What this task involves: Set down every record below exactly as written.

Data provided:
----------------
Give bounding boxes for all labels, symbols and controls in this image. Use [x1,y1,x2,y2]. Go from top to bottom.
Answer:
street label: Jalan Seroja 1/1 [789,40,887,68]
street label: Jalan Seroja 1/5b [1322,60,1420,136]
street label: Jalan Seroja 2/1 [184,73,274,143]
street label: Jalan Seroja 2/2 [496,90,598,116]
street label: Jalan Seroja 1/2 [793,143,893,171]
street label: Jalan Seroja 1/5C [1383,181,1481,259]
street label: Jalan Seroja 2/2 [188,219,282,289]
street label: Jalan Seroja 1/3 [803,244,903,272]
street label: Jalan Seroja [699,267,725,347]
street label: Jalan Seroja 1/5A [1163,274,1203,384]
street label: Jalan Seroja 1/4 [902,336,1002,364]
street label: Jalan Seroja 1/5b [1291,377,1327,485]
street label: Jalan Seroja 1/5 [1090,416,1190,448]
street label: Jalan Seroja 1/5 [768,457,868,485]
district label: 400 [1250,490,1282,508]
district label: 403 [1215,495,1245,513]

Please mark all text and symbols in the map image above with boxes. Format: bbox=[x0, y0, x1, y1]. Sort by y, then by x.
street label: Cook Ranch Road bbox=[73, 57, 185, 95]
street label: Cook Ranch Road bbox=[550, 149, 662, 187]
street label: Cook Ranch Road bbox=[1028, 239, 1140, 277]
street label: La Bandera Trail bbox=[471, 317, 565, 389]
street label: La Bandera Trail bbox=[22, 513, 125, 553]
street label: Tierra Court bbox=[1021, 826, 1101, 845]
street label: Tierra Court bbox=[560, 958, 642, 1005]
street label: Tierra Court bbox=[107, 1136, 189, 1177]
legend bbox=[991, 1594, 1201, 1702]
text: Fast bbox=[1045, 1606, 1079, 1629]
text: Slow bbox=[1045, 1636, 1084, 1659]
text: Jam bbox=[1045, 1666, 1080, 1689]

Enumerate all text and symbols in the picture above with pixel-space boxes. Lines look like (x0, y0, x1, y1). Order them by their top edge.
----------------
Output of the exercise:
Give bounding boxes for all labels, symbols and controls in this image. Use [x1,y1,x2,y2]. Go from top to bottom.
Answer:
street label: Jalan Seroja 1/1 [789,40,887,68]
street label: Jalan Seroja 1/5b [1322,60,1420,136]
street label: Jalan Seroja 2/1 [184,73,274,143]
street label: Jalan Seroja 2/2 [496,90,598,116]
street label: Jalan Seroja 1/2 [793,143,893,171]
street label: Jalan Seroja 1/5C [1383,181,1481,259]
street label: Jalan Seroja 2/2 [188,219,282,289]
street label: Jalan Seroja 1/3 [803,244,903,272]
street label: Jalan Seroja [699,267,725,347]
street label: Jalan Seroja 1/5A [1163,274,1203,384]
street label: Jalan Seroja 1/4 [902,336,1002,364]
street label: Jalan Seroja 1/5b [1291,377,1327,485]
street label: Jalan Seroja 1/5 [1090,416,1190,448]
street label: Jalan Seroja 1/5 [768,457,868,485]
district label: 400 [1250,490,1282,508]
district label: 403 [1215,495,1245,513]

Please mark all text and symbols in the map image above with boxes. Format: bbox=[x0, y0, x1, y1]. Sort by y, then by x.
street label: Cook Ranch Road bbox=[73, 57, 185, 95]
street label: Cook Ranch Road bbox=[550, 149, 662, 187]
street label: Cook Ranch Road bbox=[1028, 239, 1140, 277]
street label: La Bandera Trail bbox=[471, 317, 565, 389]
street label: La Bandera Trail bbox=[22, 513, 125, 553]
street label: Tierra Court bbox=[1021, 826, 1101, 845]
street label: Tierra Court bbox=[560, 958, 642, 1005]
street label: Tierra Court bbox=[107, 1136, 189, 1177]
legend bbox=[991, 1594, 1201, 1702]
text: Fast bbox=[1045, 1606, 1079, 1629]
text: Slow bbox=[1045, 1636, 1084, 1659]
text: Jam bbox=[1045, 1666, 1080, 1689]

Enumerate all text and symbols in the picture above with pixel-space boxes. Lines look like (x0, y0, x1, y1). Order them by their top edge.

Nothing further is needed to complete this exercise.